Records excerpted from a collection
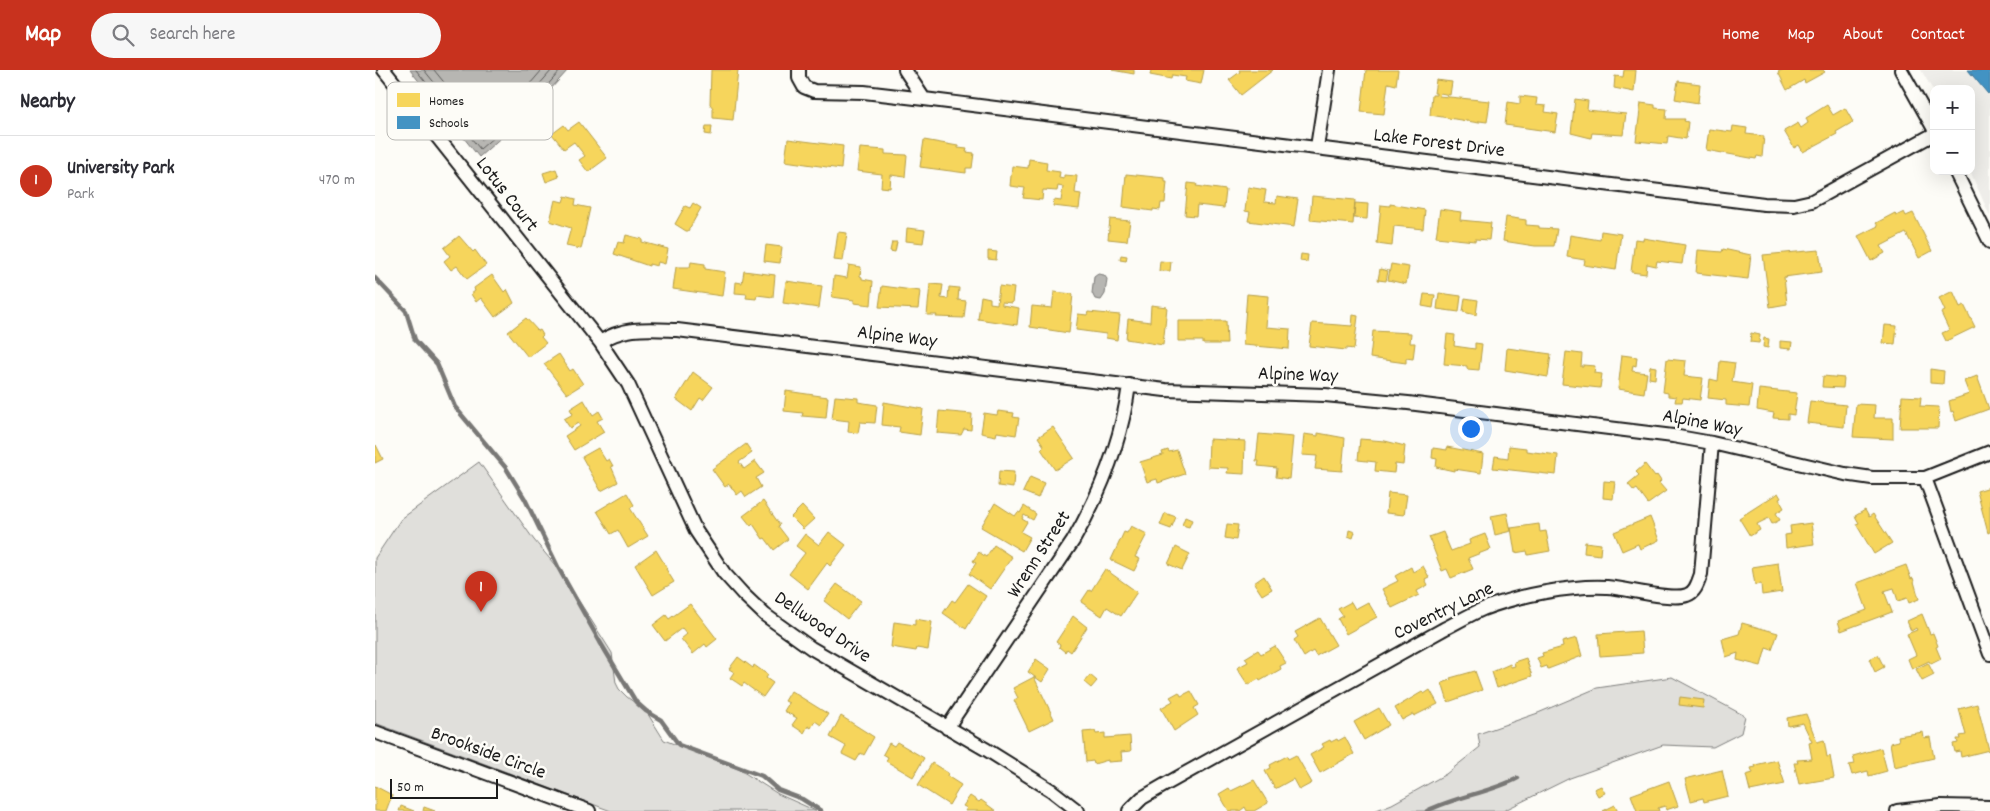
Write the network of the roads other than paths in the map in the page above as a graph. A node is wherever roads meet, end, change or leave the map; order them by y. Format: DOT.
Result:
graph roads {
  1 [pos="384,70"];
  2 [pos="799,70"];
  3 [pos="905,70"];
  4 [pos="1329,70"];
  5 [pos="1901,70"];
  6 [pos="393,82"];
  7 [pos="924,99"];
  8 [pos="1930,122"];
  9 [pos="1930,136"];
  10 [pos="439,140"];
  11 [pos="1317,148"];
  12 [pos="1957,175"];
  13 [pos="1990,242"];
  14 [pos="599,342"];
  15 [pos="1129,385"];
  16 [pos="1712,443"];
  17 [pos="1990,452"];
  18 [pos="1925,478"];
  19 [pos="1990,654"];
  20 [pos="947,728"];
  21 [pos="375,732"];
  22 [pos="1990,807"];
  23 [pos="589,811"];
  24 [pos="1078,811"];
  25 [pos="1129,811"];
  26 [pos="1897,811"];
  1 -- 6 [label="street, Lotus Court"];
  2 -- 7 [label="street, Lake Forest Drive"];
  3 -- 7 [label="street"];
  4 -- 11 [label="street"];
  5 -- 8 [label="street"];
  7 -- 11 [label="street, Lake Forest Drive"];
  9 -- 11 [label="street, Lake Forest Drive"];
  10 -- 14 [label="street, Lotus Court"];
  12 -- 13 [label="street"];
  14 -- 15 [label="street, Alpine Way"];
  14 -- 20 [label="street, Dellwood Drive"];
  15 -- 16 [label="street, Alpine Way"];
  15 -- 20 [label="street, Wrenn Street"];
  16 -- 18 [label="street, Alpine Way"];
  16 -- 25 [label="street, Coventry Lane"];
  17 -- 18 [label="street, Alpine Way"];
  18 -- 19 [label="street"];
  20 -- 24 [label="street, Dellwood Drive"];
  21 -- 23 [label="street, Brookside Circle"];
  22 -- 26 [label="street"];
}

_Exercise directions_
Skip the pictures and print each record exactly as it stands.

_Exercise solution_
Write the network of the roads other than paths in the map in the page above as a graph. A node is wherever roads meet, end, change or leave the map; order them by y. Format: DOT.
Result:
graph roads {
  1 [pos="384,70"];
  2 [pos="799,70"];
  3 [pos="905,70"];
  4 [pos="1329,70"];
  5 [pos="1901,70"];
  6 [pos="393,82"];
  7 [pos="924,99"];
  8 [pos="1930,122"];
  9 [pos="1930,136"];
  10 [pos="439,140"];
  11 [pos="1317,148"];
  12 [pos="1957,175"];
  13 [pos="1990,242"];
  14 [pos="599,342"];
  15 [pos="1129,385"];
  16 [pos="1712,443"];
  17 [pos="1990,452"];
  18 [pos="1925,478"];
  19 [pos="1990,654"];
  20 [pos="947,728"];
  21 [pos="375,732"];
  22 [pos="1990,807"];
  23 [pos="589,811"];
  24 [pos="1078,811"];
  25 [pos="1129,811"];
  26 [pos="1897,811"];
  1 -- 6 [label="street, Lotus Court"];
  2 -- 7 [label="street, Lake Forest Drive"];
  3 -- 7 [label="street"];
  4 -- 11 [label="street"];
  5 -- 8 [label="street"];
  7 -- 11 [label="street, Lake Forest Drive"];
  9 -- 11 [label="street, Lake Forest Drive"];
  10 -- 14 [label="street, Lotus Court"];
  12 -- 13 [label="street"];
  14 -- 15 [label="street, Alpine Way"];
  14 -- 20 [label="street, Dellwood Drive"];
  15 -- 16 [label="street, Alpine Way"];
  15 -- 20 [label="street, Wrenn Street"];
  16 -- 18 [label="street, Alpine Way"];
  16 -- 25 [label="street, Coventry Lane"];
  17 -- 18 [label="street, Alpine Way"];
  18 -- 19 [label="street"];
  20 -- 24 [label="street, Dellwood Drive"];
  21 -- 23 [label="street, Brookside Circle"];
  22 -- 26 [label="street"];
}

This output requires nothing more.